** BRIEF **
Lines holding the string "Write" in the listing below are to be copied.
GIVEN RECORDS section start
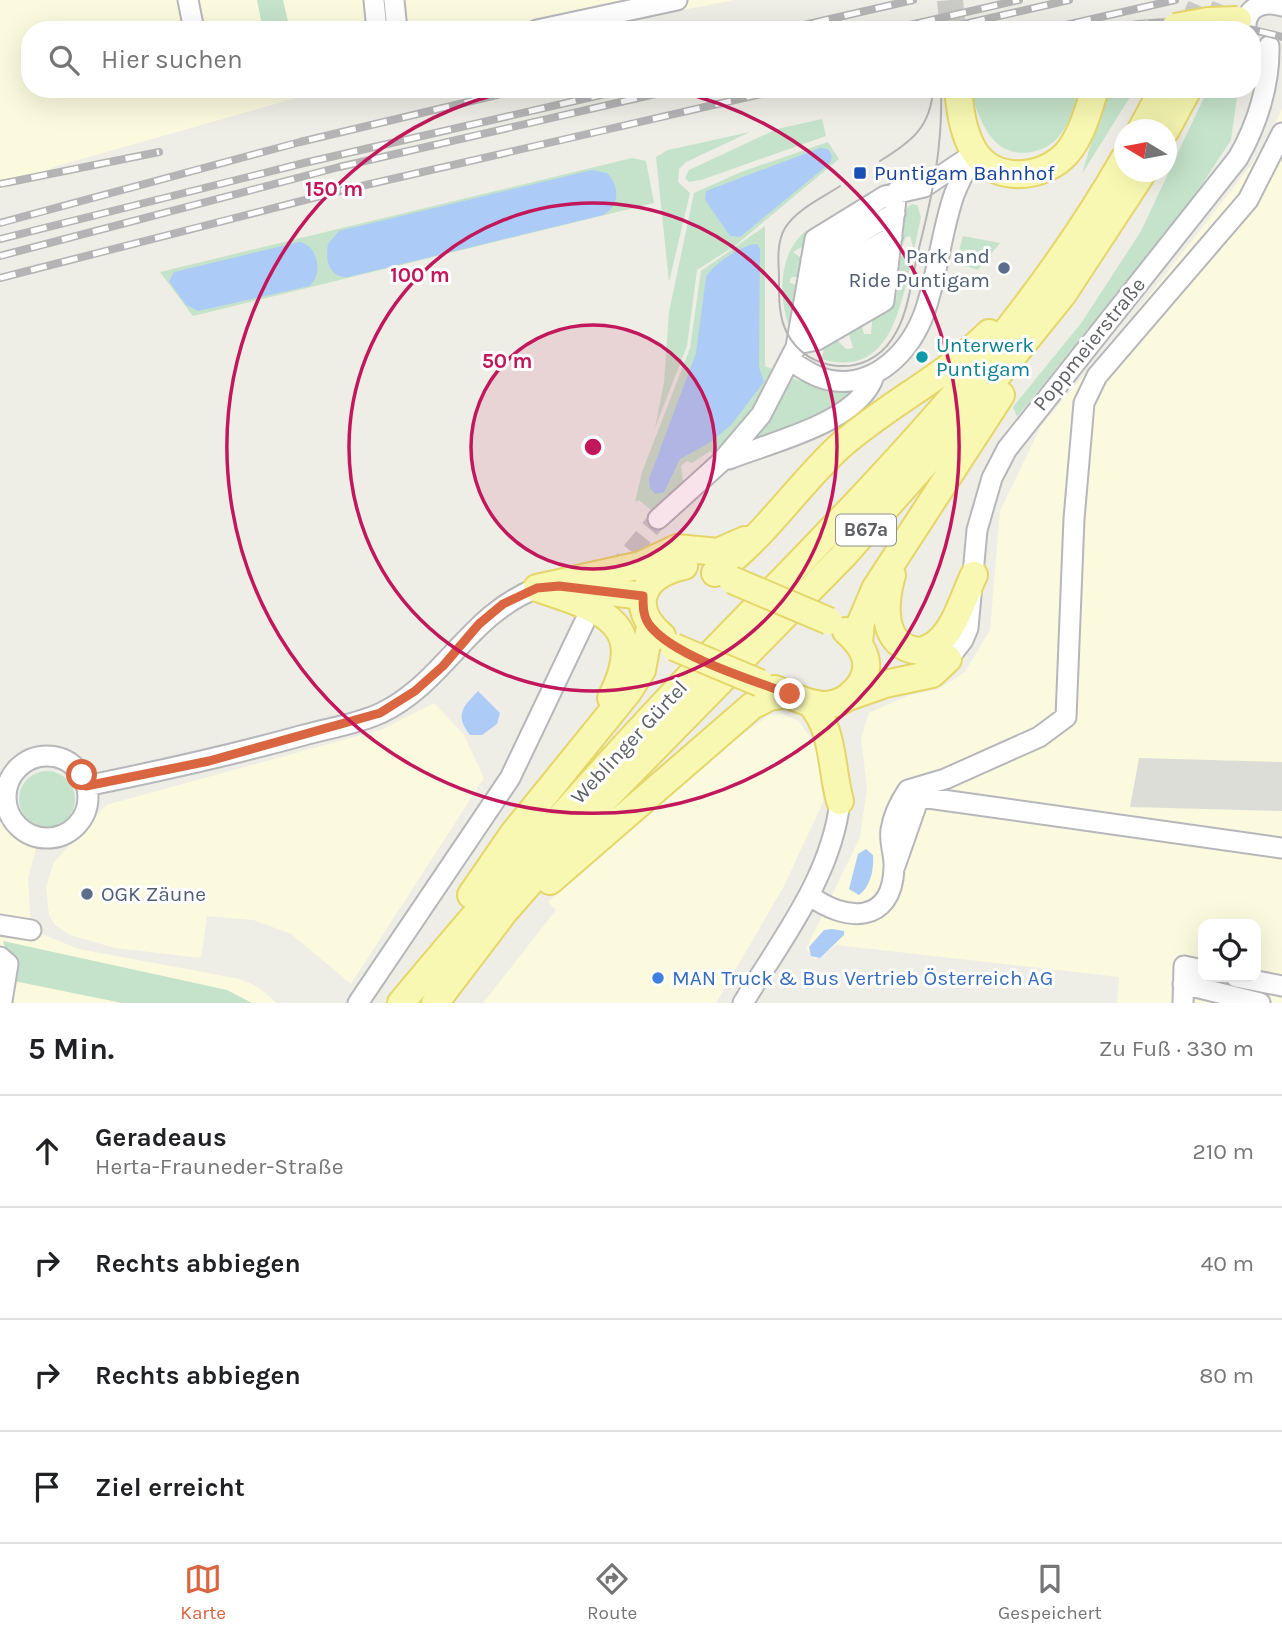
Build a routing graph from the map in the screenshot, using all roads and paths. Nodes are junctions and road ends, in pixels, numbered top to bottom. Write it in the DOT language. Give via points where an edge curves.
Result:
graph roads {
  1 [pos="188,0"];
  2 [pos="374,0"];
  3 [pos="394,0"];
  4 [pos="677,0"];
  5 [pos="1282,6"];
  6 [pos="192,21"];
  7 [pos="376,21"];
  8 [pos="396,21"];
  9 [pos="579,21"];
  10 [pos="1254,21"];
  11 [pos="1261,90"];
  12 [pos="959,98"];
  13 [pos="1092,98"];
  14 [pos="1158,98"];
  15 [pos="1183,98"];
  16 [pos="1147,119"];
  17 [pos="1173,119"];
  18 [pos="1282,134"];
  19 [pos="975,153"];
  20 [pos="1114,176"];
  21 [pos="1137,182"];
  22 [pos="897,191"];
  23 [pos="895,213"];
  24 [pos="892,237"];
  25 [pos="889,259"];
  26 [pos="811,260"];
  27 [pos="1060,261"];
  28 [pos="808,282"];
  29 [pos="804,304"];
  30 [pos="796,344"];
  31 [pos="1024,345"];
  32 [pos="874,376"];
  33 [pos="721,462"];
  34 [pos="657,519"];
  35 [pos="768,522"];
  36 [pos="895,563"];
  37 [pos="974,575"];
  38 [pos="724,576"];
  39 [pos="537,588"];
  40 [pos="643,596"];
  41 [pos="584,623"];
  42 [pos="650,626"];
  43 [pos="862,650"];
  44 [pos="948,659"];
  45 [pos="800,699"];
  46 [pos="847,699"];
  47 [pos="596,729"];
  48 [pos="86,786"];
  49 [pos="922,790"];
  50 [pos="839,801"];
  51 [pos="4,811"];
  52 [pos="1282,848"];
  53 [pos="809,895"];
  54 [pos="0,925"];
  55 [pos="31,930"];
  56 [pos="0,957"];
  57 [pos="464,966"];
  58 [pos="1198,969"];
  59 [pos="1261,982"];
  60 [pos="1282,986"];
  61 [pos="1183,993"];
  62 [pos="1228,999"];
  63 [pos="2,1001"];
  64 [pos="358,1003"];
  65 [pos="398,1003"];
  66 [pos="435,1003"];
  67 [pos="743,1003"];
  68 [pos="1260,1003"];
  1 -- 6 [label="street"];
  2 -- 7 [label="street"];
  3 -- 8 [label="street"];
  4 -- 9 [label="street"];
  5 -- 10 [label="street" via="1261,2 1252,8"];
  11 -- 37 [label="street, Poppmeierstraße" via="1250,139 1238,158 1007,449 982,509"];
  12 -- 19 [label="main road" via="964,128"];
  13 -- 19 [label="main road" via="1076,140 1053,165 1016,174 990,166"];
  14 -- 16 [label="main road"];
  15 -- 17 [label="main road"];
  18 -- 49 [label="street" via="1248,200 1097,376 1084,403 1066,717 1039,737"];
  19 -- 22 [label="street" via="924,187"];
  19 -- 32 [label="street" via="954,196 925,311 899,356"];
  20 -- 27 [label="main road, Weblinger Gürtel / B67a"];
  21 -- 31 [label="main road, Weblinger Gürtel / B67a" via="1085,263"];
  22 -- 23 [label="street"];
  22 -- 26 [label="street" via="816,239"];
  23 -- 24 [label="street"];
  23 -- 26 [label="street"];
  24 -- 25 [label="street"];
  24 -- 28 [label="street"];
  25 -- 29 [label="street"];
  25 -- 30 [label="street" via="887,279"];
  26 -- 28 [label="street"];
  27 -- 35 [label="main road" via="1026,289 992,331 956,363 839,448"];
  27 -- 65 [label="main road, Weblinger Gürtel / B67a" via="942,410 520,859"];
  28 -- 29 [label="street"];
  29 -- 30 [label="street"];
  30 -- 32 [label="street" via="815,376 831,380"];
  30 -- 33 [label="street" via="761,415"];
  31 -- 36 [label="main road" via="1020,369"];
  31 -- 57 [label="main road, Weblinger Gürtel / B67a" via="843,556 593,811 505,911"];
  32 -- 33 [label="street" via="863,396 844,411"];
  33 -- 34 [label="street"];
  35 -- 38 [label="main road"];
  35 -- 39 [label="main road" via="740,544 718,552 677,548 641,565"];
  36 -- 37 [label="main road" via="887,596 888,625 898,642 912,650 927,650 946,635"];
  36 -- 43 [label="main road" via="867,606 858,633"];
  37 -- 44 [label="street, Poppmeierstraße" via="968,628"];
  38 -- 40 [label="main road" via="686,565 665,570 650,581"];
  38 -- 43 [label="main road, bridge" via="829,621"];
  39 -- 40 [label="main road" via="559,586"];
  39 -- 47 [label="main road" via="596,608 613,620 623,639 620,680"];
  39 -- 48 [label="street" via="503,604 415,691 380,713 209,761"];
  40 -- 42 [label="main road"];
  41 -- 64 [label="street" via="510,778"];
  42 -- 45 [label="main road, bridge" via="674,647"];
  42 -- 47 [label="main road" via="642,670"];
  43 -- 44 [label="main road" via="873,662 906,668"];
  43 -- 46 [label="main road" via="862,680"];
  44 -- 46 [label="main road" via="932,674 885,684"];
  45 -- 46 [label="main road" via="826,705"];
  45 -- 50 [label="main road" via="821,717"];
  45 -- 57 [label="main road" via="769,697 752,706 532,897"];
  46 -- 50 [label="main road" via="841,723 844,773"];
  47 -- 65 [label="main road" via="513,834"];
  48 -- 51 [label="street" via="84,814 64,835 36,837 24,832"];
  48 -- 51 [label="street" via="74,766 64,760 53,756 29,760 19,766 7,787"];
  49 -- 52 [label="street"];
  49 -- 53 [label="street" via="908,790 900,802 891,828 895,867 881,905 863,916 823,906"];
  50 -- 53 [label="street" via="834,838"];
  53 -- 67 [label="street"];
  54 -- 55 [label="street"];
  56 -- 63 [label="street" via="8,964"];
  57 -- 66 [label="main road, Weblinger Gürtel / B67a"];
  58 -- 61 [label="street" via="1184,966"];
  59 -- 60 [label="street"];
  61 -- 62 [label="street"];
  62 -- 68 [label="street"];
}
GIVEN RECORDS section end
GIVEN RECORDS section start
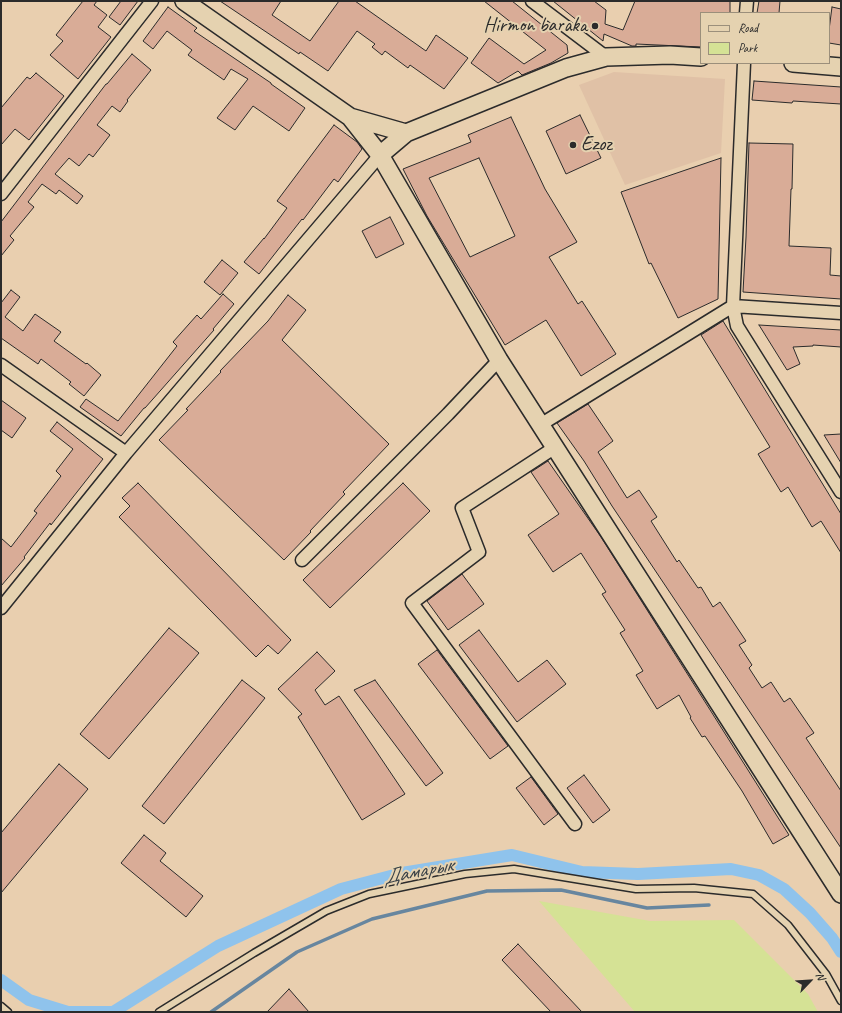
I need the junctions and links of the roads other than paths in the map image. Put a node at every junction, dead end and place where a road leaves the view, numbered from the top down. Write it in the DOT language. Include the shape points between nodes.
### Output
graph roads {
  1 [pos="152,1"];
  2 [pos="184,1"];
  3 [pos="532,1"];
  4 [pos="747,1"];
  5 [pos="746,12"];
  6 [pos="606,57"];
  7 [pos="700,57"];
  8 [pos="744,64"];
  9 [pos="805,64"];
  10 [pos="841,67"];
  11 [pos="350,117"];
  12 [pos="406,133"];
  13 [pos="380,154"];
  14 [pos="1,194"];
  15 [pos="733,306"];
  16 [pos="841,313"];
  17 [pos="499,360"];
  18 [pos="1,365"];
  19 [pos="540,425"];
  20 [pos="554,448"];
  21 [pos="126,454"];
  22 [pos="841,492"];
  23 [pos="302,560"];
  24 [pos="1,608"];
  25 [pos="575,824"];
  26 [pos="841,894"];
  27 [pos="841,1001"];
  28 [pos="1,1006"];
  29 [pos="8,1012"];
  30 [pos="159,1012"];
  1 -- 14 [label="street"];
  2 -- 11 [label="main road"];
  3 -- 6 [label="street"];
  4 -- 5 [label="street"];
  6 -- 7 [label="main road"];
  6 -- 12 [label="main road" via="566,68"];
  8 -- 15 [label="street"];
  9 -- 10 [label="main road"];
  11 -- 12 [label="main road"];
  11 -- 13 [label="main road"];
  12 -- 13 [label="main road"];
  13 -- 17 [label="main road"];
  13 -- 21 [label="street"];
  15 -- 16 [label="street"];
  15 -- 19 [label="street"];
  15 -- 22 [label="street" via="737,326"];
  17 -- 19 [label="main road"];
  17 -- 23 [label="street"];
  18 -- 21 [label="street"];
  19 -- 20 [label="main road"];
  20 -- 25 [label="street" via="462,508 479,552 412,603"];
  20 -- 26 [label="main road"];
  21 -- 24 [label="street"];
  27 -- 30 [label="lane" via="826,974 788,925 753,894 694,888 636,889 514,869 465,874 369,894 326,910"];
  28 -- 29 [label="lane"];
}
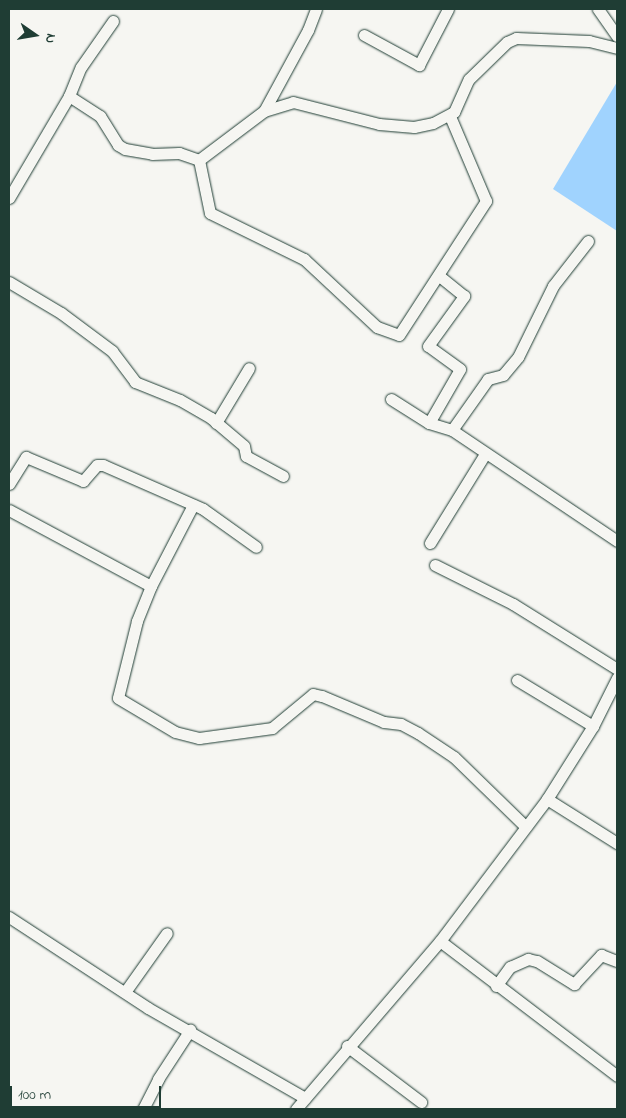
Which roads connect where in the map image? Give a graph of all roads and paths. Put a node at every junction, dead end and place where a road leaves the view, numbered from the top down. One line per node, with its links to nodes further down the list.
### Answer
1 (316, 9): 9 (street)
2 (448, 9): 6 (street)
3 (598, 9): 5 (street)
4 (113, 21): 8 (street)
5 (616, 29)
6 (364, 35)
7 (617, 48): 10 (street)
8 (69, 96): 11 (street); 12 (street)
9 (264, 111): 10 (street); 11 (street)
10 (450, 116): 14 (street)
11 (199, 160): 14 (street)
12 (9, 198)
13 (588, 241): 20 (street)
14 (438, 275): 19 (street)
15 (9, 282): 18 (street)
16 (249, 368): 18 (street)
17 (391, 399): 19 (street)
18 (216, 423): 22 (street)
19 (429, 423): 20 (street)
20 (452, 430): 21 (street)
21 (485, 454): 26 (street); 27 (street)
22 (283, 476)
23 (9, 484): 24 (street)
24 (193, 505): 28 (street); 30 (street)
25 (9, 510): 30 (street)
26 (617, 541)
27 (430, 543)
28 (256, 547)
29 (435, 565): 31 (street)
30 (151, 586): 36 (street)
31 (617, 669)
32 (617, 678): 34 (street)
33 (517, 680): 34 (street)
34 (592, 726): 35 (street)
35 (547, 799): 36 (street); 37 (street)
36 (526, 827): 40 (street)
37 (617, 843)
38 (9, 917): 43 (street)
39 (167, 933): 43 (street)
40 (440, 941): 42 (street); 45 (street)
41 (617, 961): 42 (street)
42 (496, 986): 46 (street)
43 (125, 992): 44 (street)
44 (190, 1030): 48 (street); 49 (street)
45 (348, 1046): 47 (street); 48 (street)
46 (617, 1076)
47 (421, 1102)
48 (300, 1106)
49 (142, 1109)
GIVEN RECORDS section end
** ANSWER TO THIS EXERCISE **
Build a routing graph from the map in the screenshot, using all roads and paths. Nodes are junctions and road ends, in pixels, numbered top to bottom. Write it in the DOT language. Give via points where an edge curves.
I need the junctions and links of the roads other than paths in the map image. Put a node at every junction, dead end and place where a road leaves the view, numbered from the top down. Write it in the DOT language. Include the shape points between nodes.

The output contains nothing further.